Sebastián asintió, su sonrisa suavizándose en algo real.
—Sí. Lo estás.
La puerta crujió al abrirse sin llamar, y entró la tormenta que eran los hermanos de Natalie.
Primero vino Tigre—tranquilo, concentrado, su mirada firme como siempre. Se movía con la fuerza silenciosa de un soldado, asintiendo hacia mí al entrar.
Detrás de él estaba Burbuja. No explotó en destellos ni comenzó a lanzar confeti de agua como de costumbre. No, hoy Burbuja llevaba un refinado abrigo azul marino, su pelo plateado-azulado recogido pulcramente. Aun así, sus ojos brillaban con picardía. Caos controlado. Era mayor de lo que parecía, más sabio de lo que actuaba, y se mantenía con una tranquila confianza. Podía sentir el poder irradiando de él como la luz de la luna sobre aguas tranquilas.

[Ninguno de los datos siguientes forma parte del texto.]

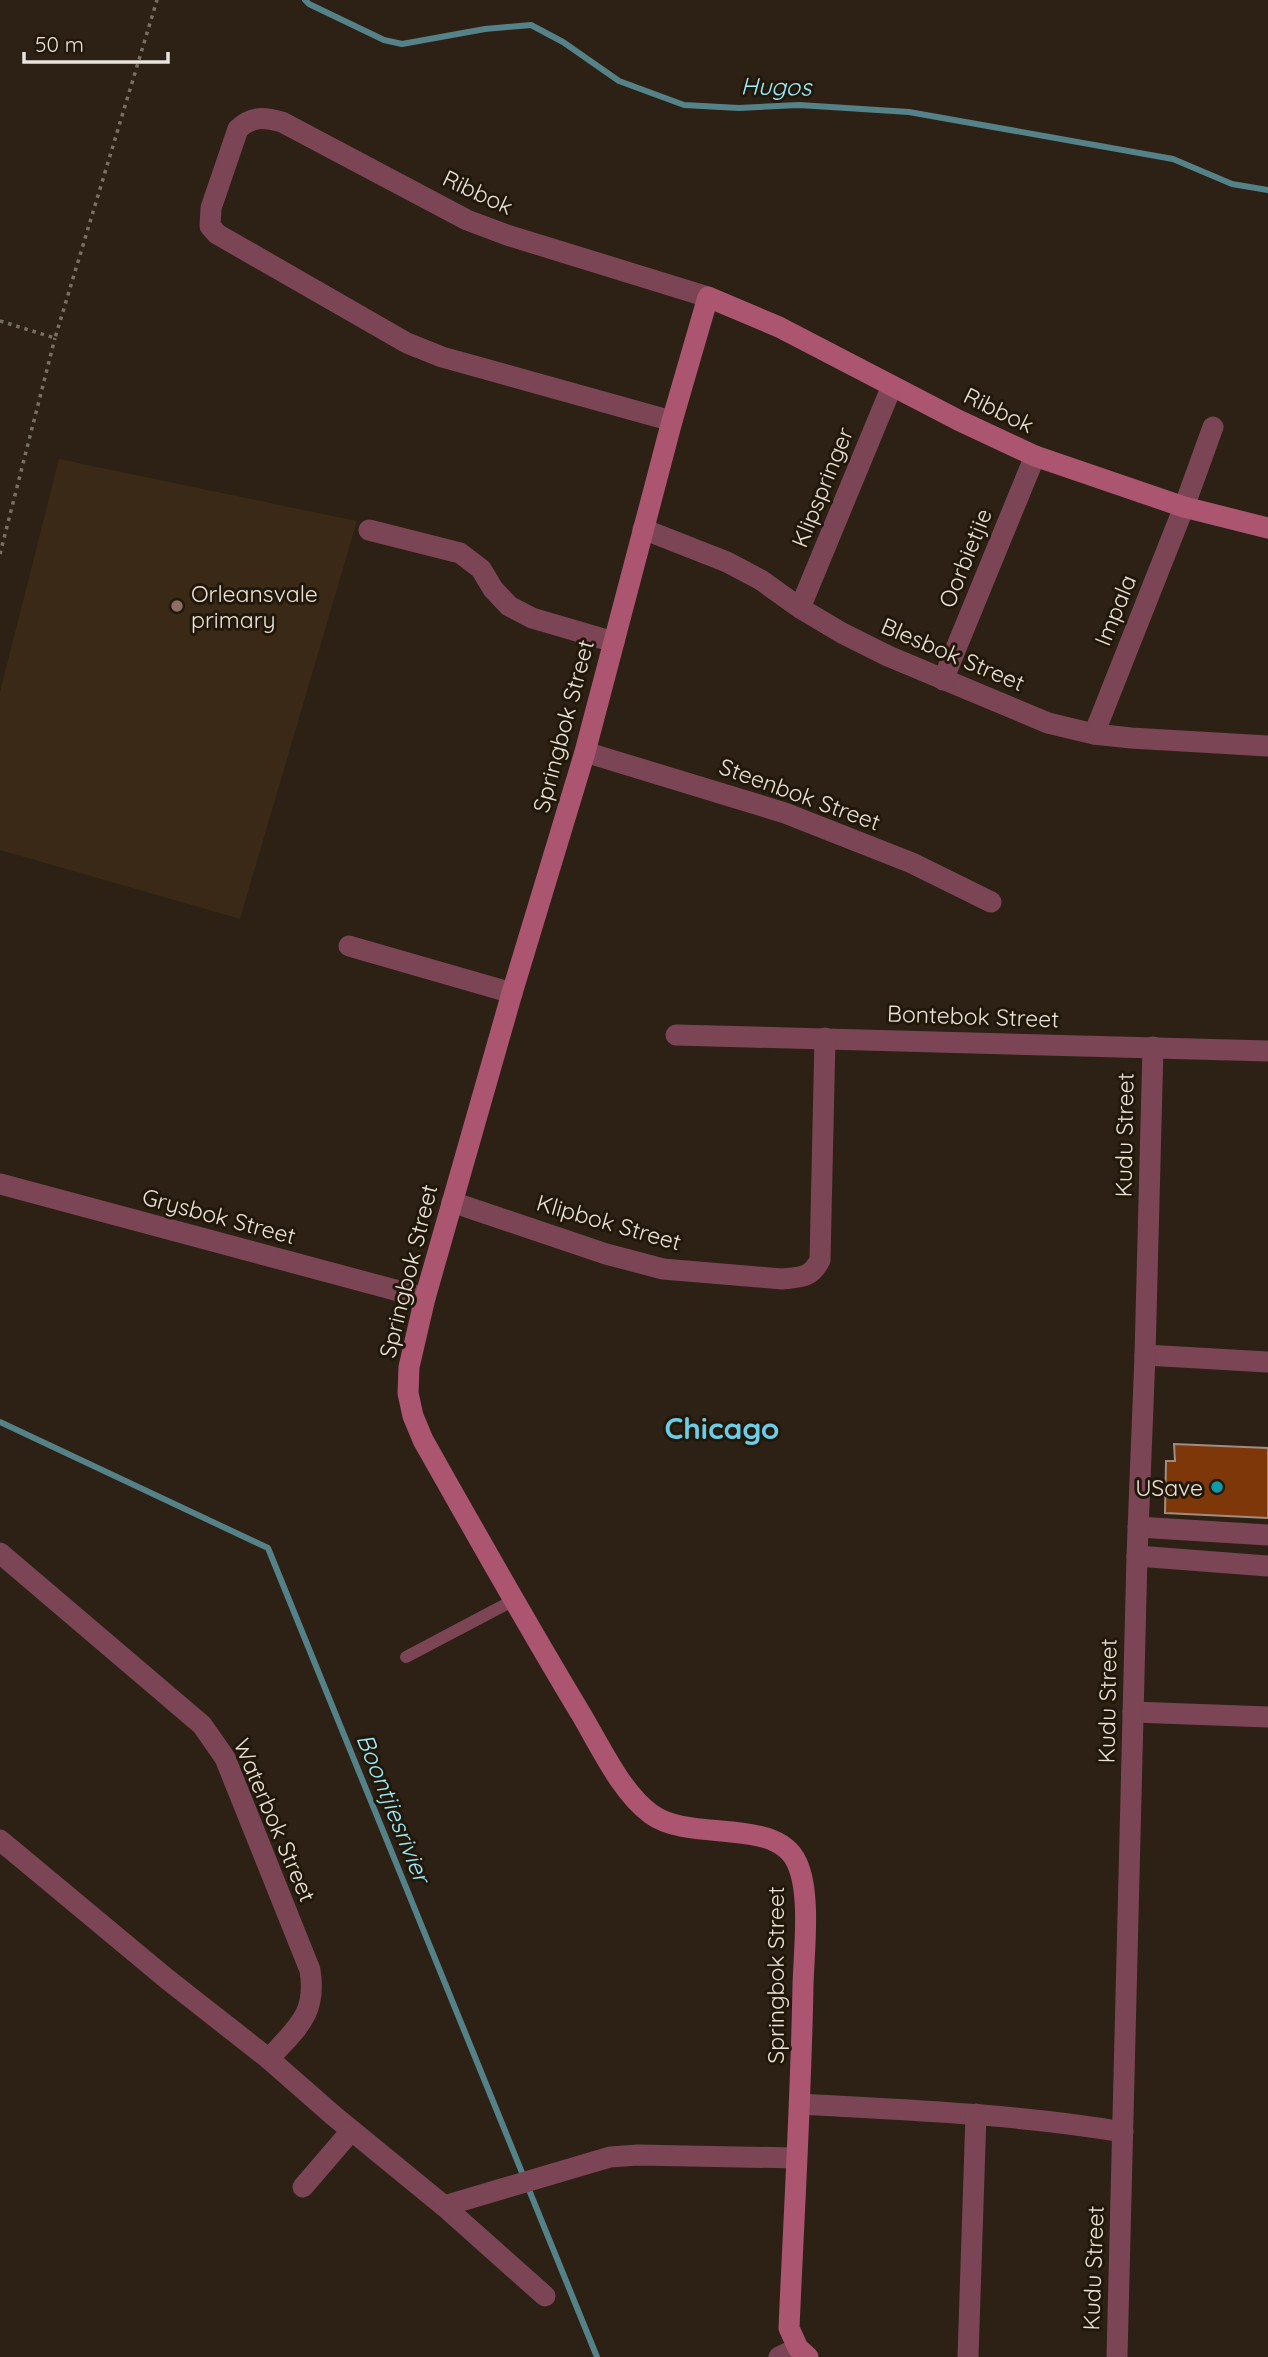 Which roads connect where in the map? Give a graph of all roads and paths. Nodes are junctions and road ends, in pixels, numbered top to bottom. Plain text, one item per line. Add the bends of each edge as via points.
1 (157, 0) edge
2 (708, 298) junction
3 (0, 321) edge
4 (55, 338) junction
5 (892, 386) junction
6 (672, 421) junction
7 (1213, 427) dead end
8 (1035, 456) junction
9 (1184, 507) junction
10 (1268, 528) edge
11 (643, 529) junction
12 (369, 530) dead end
13 (0, 554) edge
14 (800, 608) junction
15 (614, 642) junction
16 (943, 680) junction
17 (1094, 734) junction
18 (1268, 746) edge
19 (585, 752) junction
20 (991, 902) dead end
21 (349, 946) dead end
22 (512, 993) junction
23 (676, 1035) dead end
24 (825, 1038) junction
25 (1153, 1047) junction
26 (1268, 1051) edge
27 (0, 1184) edge
28 (452, 1202) junction
29 (425, 1298) junction
30 (1145, 1354) junction
31 (1268, 1362) edge
32 (1138, 1527) junction
33 (1268, 1535) edge
34 (0, 1553) edge
35 (1136, 1556) junction
36 (1268, 1566) edge
37 (513, 1600) junction
38 (406, 1657) dead end
39 (1133, 1712) junction
40 (1268, 1717) edge
41 (0, 1840) edge
42 (270, 2059) junction
43 (800, 2104) junction
44 (976, 2113) junction
45 (351, 2131) junction
46 (1123, 2132) junction
47 (796, 2158) junction
48 (303, 2187) dead end
49 (444, 2206) junction
50 (545, 2296) dead end
51 (795, 2354) edge
52 (968, 2357) edge
53 (1117, 2357) edge

1 - 4 path
2 - 5 street, Ribbok via 779,327
2 - 6 street, Springbok Street
2 - 6 street, Ribbok via 467,220 265,117 248,120 238,129 211,208 210,226 217,234 408,343 442,357
3 - 4 path
4 - 13 path
5 - 8 street, Ribbok
5 - 14 street, Klipspringer
6 - 11 street, Springbok Street
7 - 9 street, Impala
8 - 9 street, Ribbok
8 - 16 street, Oorbietjie
9 - 10 street, Ribbok
9 - 17 street, Impala
11 - 14 street, Blesbok Street via 727,562
11 - 15 street, Springbok Street
12 - 15 street via 460,553 481,569 509,606 532,618
14 - 16 street, Blesbok Street
15 - 19 street, Springbok Street
16 - 17 street, Blesbok Street via 1048,723
17 - 18 street, Blesbok Street
19 - 20 street, Steenbok Street via 785,813 912,863
19 - 22 street, Springbok Street
21 - 22 street
22 - 28 street, Springbok Street
23 - 24 street, Bontebok Street
24 - 25 street, Bontebok Street
24 - 28 street, Klipbok Street via 820,1260 814,1271 801,1277 663,1269
25 - 26 street, Bontebok Street
25 - 30 street, Kudu Street
27 - 29 street, Grysbok Street
28 - 29 street, Springbok Street
29 - 37 street, Springbok Street via 409,1367 413,1416
30 - 31 street
30 - 32 street, Kudu Street
32 - 33 street
32 - 35 street, Kudu Street
34 - 42 street, Waterbok Street via 202,1725 225,1758 310,1970 313,1990 310,2008 299,2026
35 - 36 street
35 - 39 street, Kudu Street
37 - 38 lane
37 - 43 street, Springbok Street via 628,1792 651,1815 681,1828 758,1835 784,1846 796,1860 804,1882
39 - 40 street
39 - 46 street, Kudu Street
41 - 42 street
42 - 45 street
43 - 44 street
43 - 47 street, Springbok Street
44 - 46 street
44 - 52 street
45 - 48 street
45 - 49 street
46 - 53 street, Kudu Street
47 - 49 street via 610,2157
47 - 51 street, Springbok Street via 789,2328
49 - 50 street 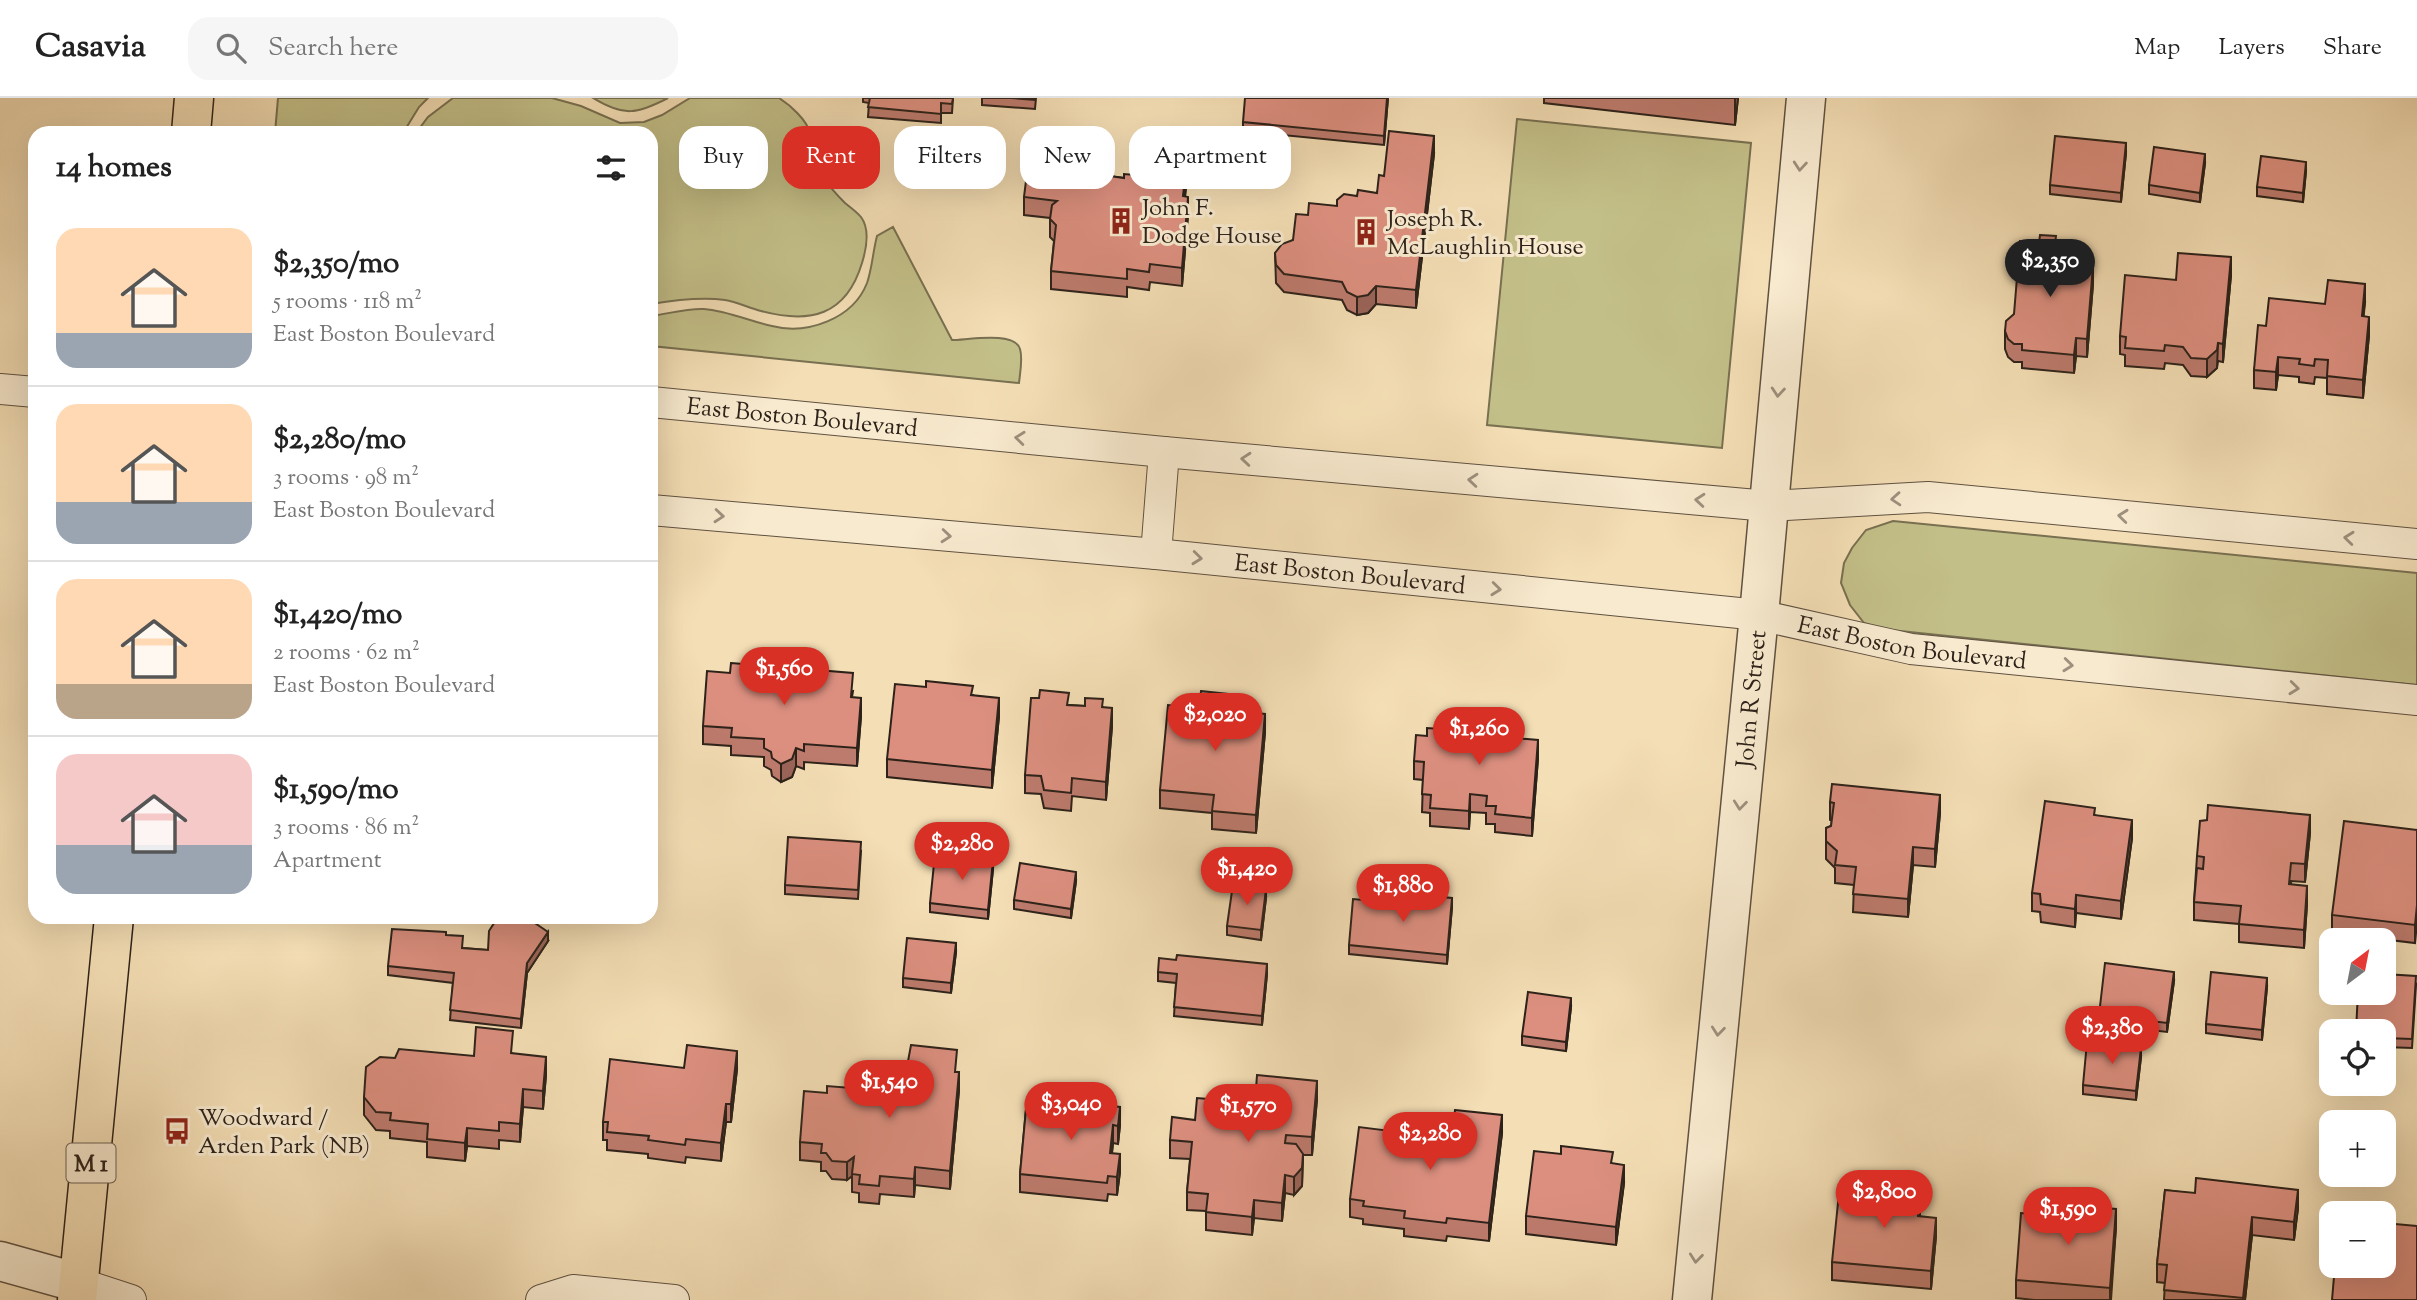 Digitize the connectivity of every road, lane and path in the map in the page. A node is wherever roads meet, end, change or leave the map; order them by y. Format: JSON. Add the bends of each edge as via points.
{"nodes":[{"id":1,"x":194,"y":98,"type":"edge"},
{"id":2,"x":1806,"y":98,"type":"edge"},
{"id":3,"x":192,"y":126,"type":"edge"},
{"id":4,"x":0,"y":389,"type":"edge"},
{"id":5,"x":28,"y":391,"type":"edge"},
{"id":6,"x":658,"y":403,"type":"edge"},
{"id":7,"x":1164,"y":452,"type":"junction"},
{"id":8,"x":1768,"y":506,"type":"junction"},
{"id":9,"x":658,"y":511,"type":"edge"},
{"id":10,"x":2417,"y":544,"type":"edge"},
{"id":11,"x":1156,"y":554,"type":"junction"},
{"id":12,"x":1759,"y":615,"type":"junction"},
{"id":13,"x":2417,"y":700,"type":"edge"},
{"id":14,"x":113,"y":924,"type":"edge"},
{"id":15,"x":0,"y":1261,"type":"edge"},
{"id":16,"x":78,"y":1292,"type":"edge"},
{"id":17,"x":131,"y":1300,"type":"edge"},
{"id":18,"x":541,"y":1300,"type":"edge"},
{"id":19,"x":674,"y":1300,"type":"edge"},
{"id":20,"x":1692,"y":1300,"type":"edge"}],
"edges":[{"from":1,"to":3,"type":"main road"},
{"from":2,"to":8,"type":"street","name":"John R Street","one_way":true},
{"from":4,"to":5,"type":"street"},
{"from":7,"to":6,"type":"street","name":"East Boston Boulevard","one_way":true},
{"from":8,"to":7,"type":"street","name":"East Boston Boulevard","one_way":true},
{"from":7,"to":11,"type":"street"},
{"from":10,"to":8,"type":"street","name":"East Boston Boulevard","one_way":true,"via":[[1928,497]]},
{"from":8,"to":12,"type":"street","name":"John R Street"},
{"from":9,"to":11,"type":"street","name":"East Boston Boulevard","one_way":true},
{"from":11,"to":12,"type":"street","name":"East Boston Boulevard","one_way":true},
{"from":12,"to":13,"type":"street","name":"East Boston Boulevard","one_way":true,"via":[[1911,649]]},
{"from":12,"to":20,"type":"street","name":"John R Street","one_way":true},
{"from":14,"to":16,"type":"main road","number":"M 1"},
{"from":15,"to":16,"type":"street"},
{"from":16,"to":17,"type":"street"},
{"from":18,"to":19,"type":"street","via":[[573,1290]]}]}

Águila llegó después, silencioso como una brisa, su largo abrigo ondeando tras él como si el aire a su alrededor no pudiera decidir si obedecer a la gravedad o no. No hablaba. No necesitaba hacerlo. Su presencia era consoladora, como un guardián vigilante en las nubes.
Y finalmente—Zorro.
Entró como si fuera dueño de la habitación, con las manos en los bolsillos, sus rizos castaño-rojizos despeinados justo lo necesario. Sus ojos afilados escanearon el espacio, posándose en mí con ese siempre presente brillo de travesura. No traía comida, gracias a los dioses, pero aun así parecía problemas vestidos con elegancia.
—¿No hay bandeja de desayuno? —pregunté.
Zorro sonrió con picardía.
—Lo pensé. Pero imaginé que sobrevivirías sin derramar salsa en tu blanco real. —Me guiñó un ojo—. Hoy es demasiado importante para arriesgarse a eso.
Burbuja se apoyó en la pared junto a mí, cruzando los brazos.
—Apenas has parpadeado en diez minutos —observó, con voz tranquila pero divertida—. No me digas que estás nervioso.
—No lo estoy —dije otra vez, pero incluso yo sabía que ahora sonaba forzado.
—¿Seguro? —interrumpió Zorro—. Porque tu aura está prácticamente vibrando.
—Todos son tan útiles.
—Viene con el paquete familiar —dijo Burbuja con ligereza—. Molestamos, juzgamos, elevamos.
Tigre dio un paso adelante, apoyando una mano fuerte contra mi pecho. La habitación se silenció instantáneamente.
Su mirada era sólida. Antigua. —Llevas el peso bien —dijo—. Y no lo llevas solo.
Encontré sus ojos y asentí, una oleada de emoción oprimiéndome el pecho. Ese simple toque—esas palabras—me anclaban más que cualquier corona o túnica jamás podría.
El palacio… se sentía vivo.
La magia pulsaba a través de sus antiguos huesos como un latido viviente. Cada corredor por el que pasábamos cobraba vida bajo nuestros pies—flores floreciendo a nuestro paso, enredaderas curvándose a lo largo de las paredes susurrando antiguas bendiciones. Lirios plateados. Espinas doradas. Pétalos que brillaban como polvo de estrellas.
El aire olía a madera de cedro, lavanda, y algo más antiguo. Lluvia sobre piedra. Relámpago antes de una tormenta.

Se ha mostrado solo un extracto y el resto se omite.